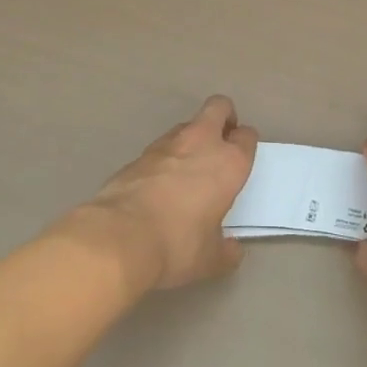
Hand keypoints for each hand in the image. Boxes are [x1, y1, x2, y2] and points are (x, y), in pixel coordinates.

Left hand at [81, 96, 256, 289]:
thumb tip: (232, 251)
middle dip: (224, 116)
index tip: (242, 158)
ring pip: (187, 125)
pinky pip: (160, 147)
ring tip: (188, 168)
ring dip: (192, 138)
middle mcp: (201, 143)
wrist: (119, 237)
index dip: (246, 144)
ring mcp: (167, 144)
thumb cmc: (177, 244)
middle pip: (218, 107)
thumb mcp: (210, 259)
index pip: (247, 136)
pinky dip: (165, 158)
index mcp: (229, 163)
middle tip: (221, 141)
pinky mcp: (138, 154)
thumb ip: (226, 251)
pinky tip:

[What is being asked]:
What is needed is the whole listing again, exactly as written, with the images left out.

[Written answer]:
Hand keypoints for each hand in the image. Boxes are [x1, y1, x2, y2] and points are (x, y), in pixel coordinates.

Left hand at [81, 96, 256, 289]:
thumb tip: (232, 251)
middle dip: (224, 116)
index tip: (242, 158)
ring pip: (187, 125)
pinky pip: (160, 147)
ring tip: (188, 168)
ring dip: (192, 138)
middle mcp: (201, 143)
wrist: (119, 237)
index dip: (246, 144)
ring mcp: (167, 144)
thumb cmc: (177, 244)
middle pip: (218, 107)
thumb mcp: (210, 259)
index pip: (247, 136)
pinky dip: (165, 158)
index mcp: (229, 163)
middle tip: (221, 141)
pinky mcp: (138, 154)
thumb ip: (226, 251)
pinky tip:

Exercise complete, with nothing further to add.